The G20 statement differs little from [that of ] the October meeting. The statement calls for market-determined exchange rates, gradual adjustments in imbalances and condemns trade protectionism. Gradual adjustments in imbalances can be translated into the need for surplus-countries like China to have a stronger currency, while countries like the US need a weaker currency. In addition the G20 has no problem with some countries adopting capital controls if they need to stem inflows.
The discussion centers on gradual adjustments. This was all about the pace of adjustments. The 'Grand Bargain' we have highlighted over the past few weeks centered on the gradual adjustment of the US and Chinese economies over the next 3-5 years; as the currencies adjust to combat bilateral imbalances.
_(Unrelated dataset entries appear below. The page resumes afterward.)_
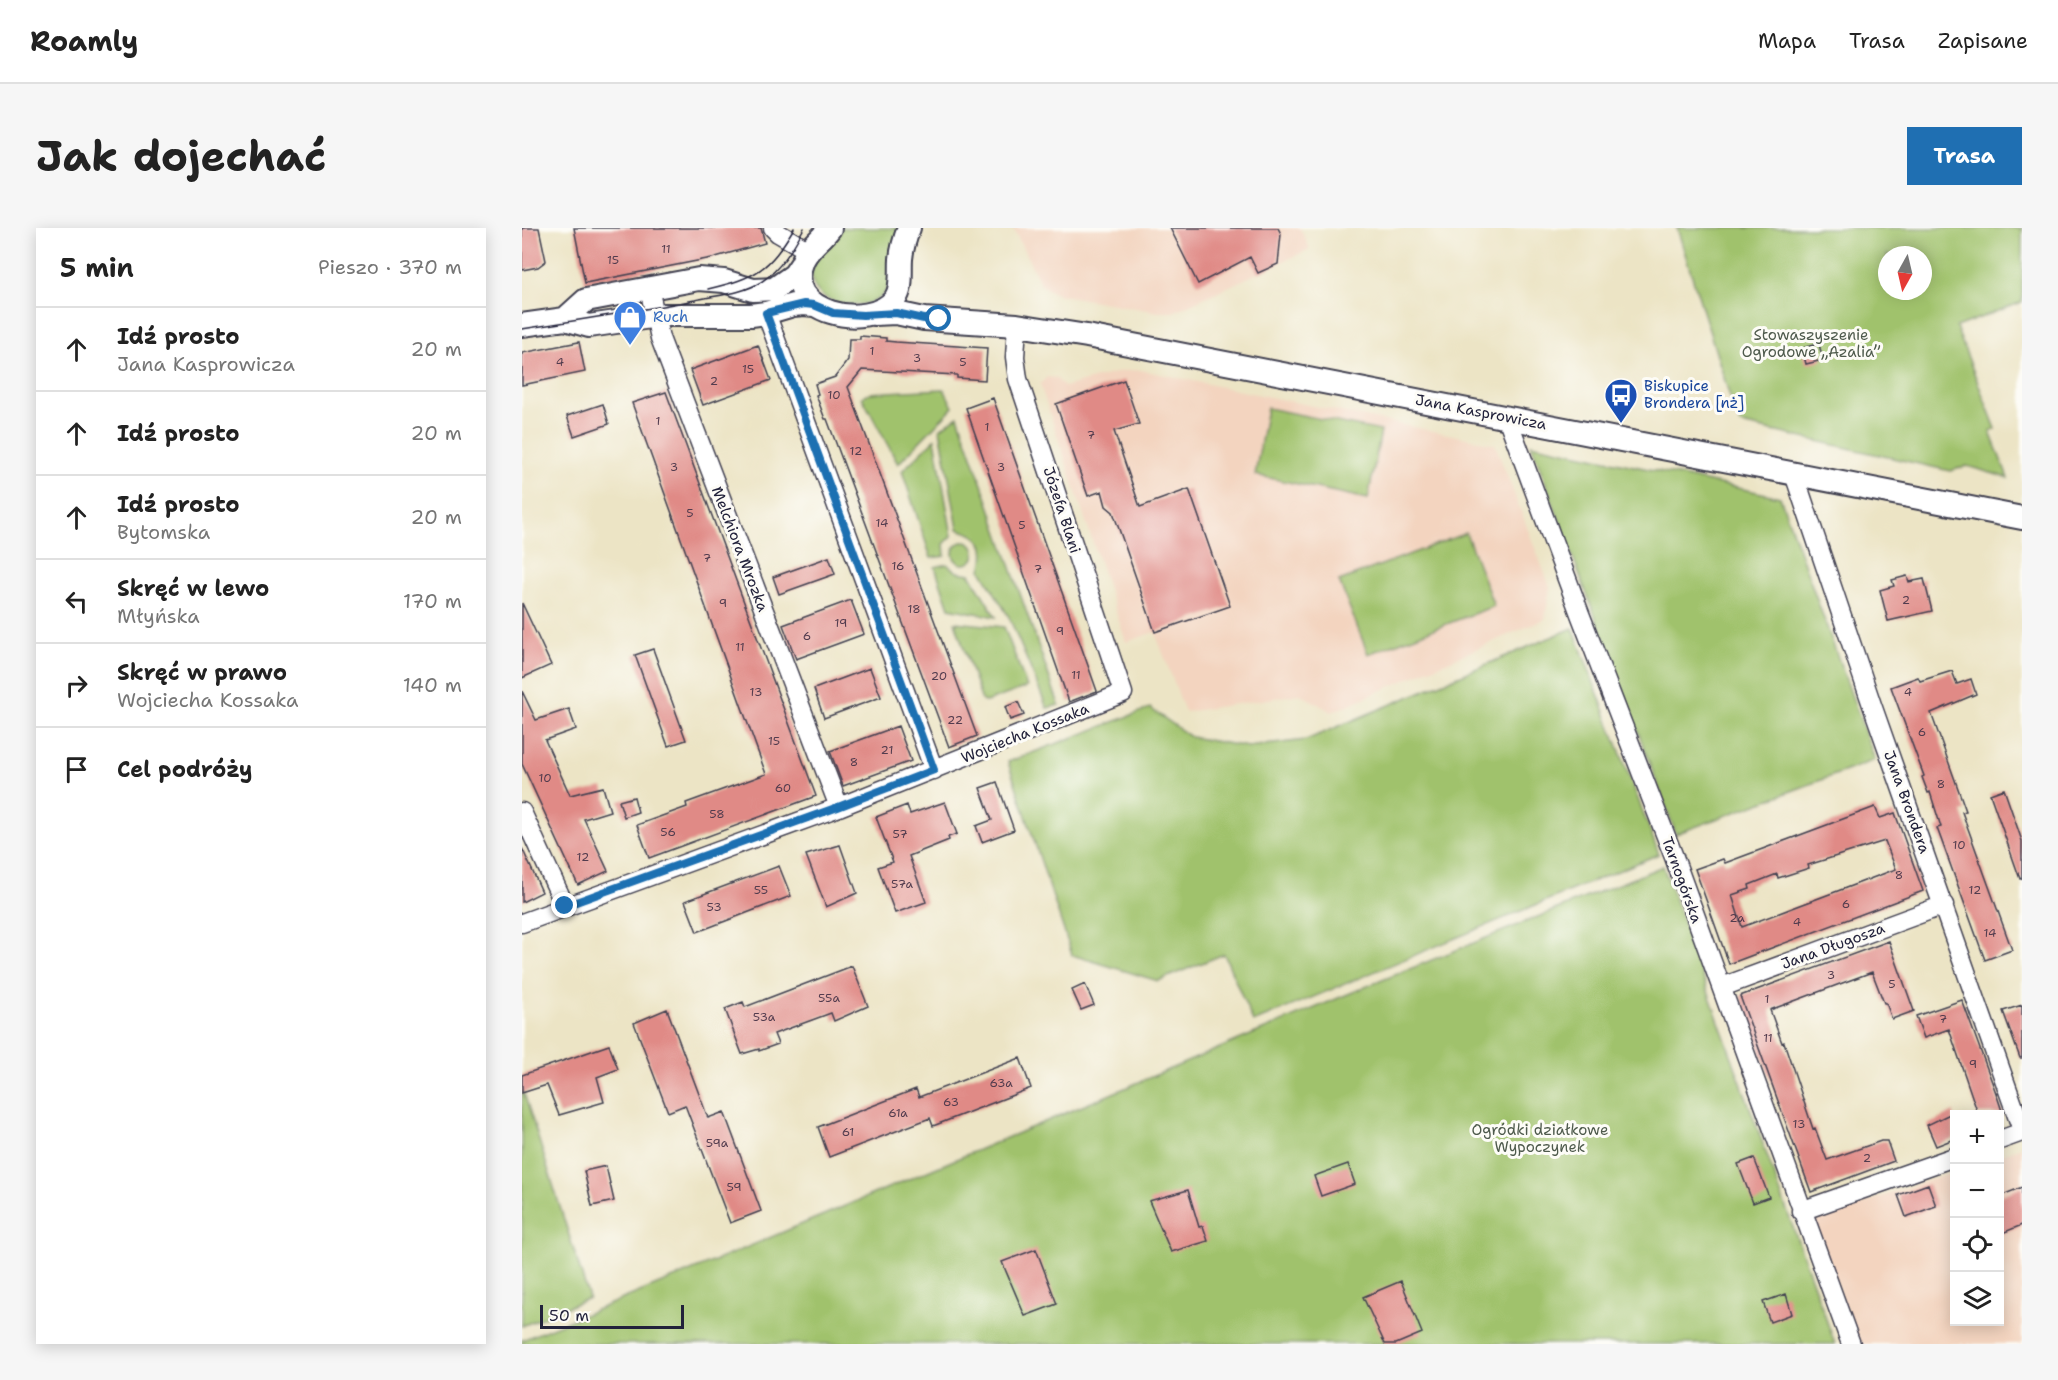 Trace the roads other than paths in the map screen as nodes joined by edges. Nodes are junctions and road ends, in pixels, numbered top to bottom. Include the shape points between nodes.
1 (773, 228) edge
2 (830, 228) edge
3 (909, 228) edge
4 (805, 257) junction
5 (901, 277) junction
6 (649, 288) junction
7 (814, 305) junction
8 (766, 313) junction
9 (874, 314) junction
10 (654, 316) junction
11 (565, 319) junction
12 (939, 319) junction
13 (522, 325) edge
14 (1017, 325) junction
15 (1508, 417) junction
16 (1794, 474) junction
17 (2022, 518) edge
18 (1123, 693) joint
19 (934, 770) junction
20 (838, 807) junction
21 (522, 812) edge
22 (1944, 905) junction
23 (565, 906) junction
24 (522, 923) edge
25 (1722, 987) junction
26 (2022, 1131) edge
27 (2004, 1138) edge
28 (1950, 1158) edge
29 (1801, 1211) junction
30 (1851, 1344) edge

1 - 4 street
2 - 4 street
3 - 5 street via 903,244
4 - 6 street via 794,275 774,289 747,289 712,279
4 - 7 street via 800,274 803,291
5 - 9 street via 897,296
5 - 12 street, Jana Kasprowicza via 911,301
6 - 10 street, Melchiora Mrozka
6 - 11 street via 586,300
7 - 8 street via 793,305
7 - 9 street, Jana Kasprowicza via 833,313
8 - 10 street
8 - 19 street
9 - 12 street, Jana Kasprowicza
10 - 11 street via 590,326
10 - 20 street, Melchiora Mrozka
11 - 13 street
12 - 14 street, Jana Kasprowicza
14 - 15 street, Jana Kasprowicza
14 - 18 street, Józefa Blani via 1018,379
15 - 16 street, Jana Kasprowicza
15 - 25 street, Tarnogórska
16 - 17 street, Jana Kasprowicza
16 - 22 street, Jana Brondera
18 - 19 street, Wojciecha Kossaka
19 - 20 street, Wojciecha Kossaka
20 - 23 street, Wojciecha Kossaka
21 - 23 street
22 - 25 street, Jana Długosza
22 - 26 street, Jana Brondera
23 - 24 street, Wojciecha Kossaka
25 - 29 street, Tarnogórska
26 - 27 street
28 - 29 street
29 - 30 street, Tarnogórska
The US noted this evening that they are very encouraged by China's currency progress. Since China adopted 'flexibility' against the dollar, the Yuan has strengthened at an annualized 7 percent rate. The US also stated the G-20 agreement improves the odds of US export growth; the fastest way to get that is through a lower US dollar.
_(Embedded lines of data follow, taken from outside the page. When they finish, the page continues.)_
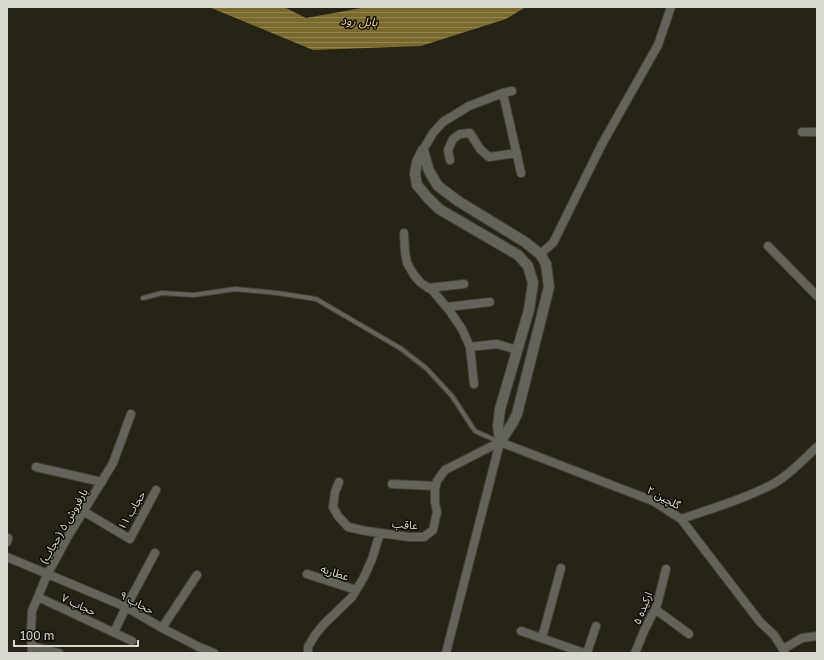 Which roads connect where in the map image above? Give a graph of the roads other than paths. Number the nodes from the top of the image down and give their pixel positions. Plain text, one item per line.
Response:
1 (671, 7) edge
2 (512, 91) dead end
3 (503, 93) junction
4 (802, 132) dead end
5 (817, 132) edge
6 (423, 150) junction
7 (517, 153) junction
8 (450, 160) dead end
9 (521, 173) dead end
10 (404, 233) dead end
11 (768, 246) dead end
12 (540, 254) junction
13 (464, 284) dead end
14 (428, 288) junction
15 (817, 296) edge
16 (144, 298) dead end
17 (490, 302) dead end
18 (447, 308) junction
19 (528, 310) junction
20 (542, 316) junction
21 (470, 347) junction
22 (517, 350) junction
23 (474, 384) dead end
24 (131, 414) dead end
25 (500, 442) junction
26 (817, 447) edge
27 (36, 467) dead end
28 (102, 482) junction
29 (339, 482) dead end
30 (392, 484) dead end
31 (436, 486) junction
32 (156, 490) dead end
33 (83, 511) junction
34 (681, 519) junction
35 (380, 532) junction
36 (156, 553) dead end
37 (7, 557) edge
38 (561, 568) dead end
39 (666, 569) dead end
40 (47, 574) junction
41 (307, 574) dead end
42 (197, 575) dead end
43 (356, 590) junction
44 (38, 597) junction
45 (126, 607) junction
46 (655, 610) junction
47 (596, 626) dead end
48 (162, 628) junction
49 (522, 631) dead end
50 (114, 632) junction
51 (689, 634) dead end
52 (817, 636) edge
53 (542, 638) junction
54 (132, 641) dead end
55 (32, 650) edge
56 (784, 651) edge
57 (59, 653) edge
58 (214, 653) edge
59 (308, 653) edge
60 (446, 653) edge
61 (586, 653) edge
62 (635, 653) edge

1 - 12 street
2 - 3 street
3 - 6 street
3 - 7 street
4 - 5 street
6 - 12 street
6 - 19 street
7 - 8 street
7 - 9 street
10 - 14 street
11 - 15 street
12 - 20 street
13 - 14 street
14 - 18 street
16 - 25 lane
17 - 18 street
18 - 21 street
19 - 20 street
19 - 22 street
20 - 25 street
21 - 22 street
21 - 23 street
22 - 25 street
24 - 28 street, بارفروش ۵ (حجاب)
25 - 31 street
25 - 34 street, گلچین ۲
25 - 60 street
26 - 34 street
27 - 28 street
28 - 33 street, بارفروش ۵ (حجاب)
29 - 35 street, عاقب
30 - 31 street
31 - 35 street, عاقب
32 - 33 street, حجاب ۱۱
33 - 40 street, بارفروش ۵ (حجاب)
34 - 56 street, گلچین ۲
35 - 43 street
36 - 45 street
37 - 40 street, حجاب ۹
38 - 53 street
39 - 46 street, ارکیده ۵
40 - 44 street, بارفروش ۵ (حجاب)
40 - 45 street, حجاب ۹
41 - 43 street, عطاریه
42 - 48 street
43 - 59 street
44 - 50 street, حجاب ۷
44 - 55 street, بارفروش ۵ (حجاب)
45 - 48 street, حجاب ۹
45 - 50 street
46 - 51 street
46 - 62 street, ارکیده ۵
47 - 61 street
48 - 58 street, حجاب ۹
49 - 53 street
50 - 54 street, حجاب ۷
52 - 56 street
53 - 61 street
55 - 57 street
We continue to believe that the US and China have agreed to a gradual imbalance fix. This will result in a 7-8 percent drop in the dollar/yuan ratio each year for the next five years. This will happen as the US attempts to double its exports over the next five years, and China attempts to stimulate domestic demand over the next five years; as both President Obama and China have discussed over the past few weeks.
Later today we expect Europe and the UK to issue a statement in support of Ireland. This in concert with our views on the causality of a lower dollar/yuan on the US Dollar Index lead us to believe the current level of 1.3578 in the EUR/USD offers tremendous value in the face of QE2.
Douglas C. Borthwick is managing director of Faros Trading LLC in Stamford, Conn.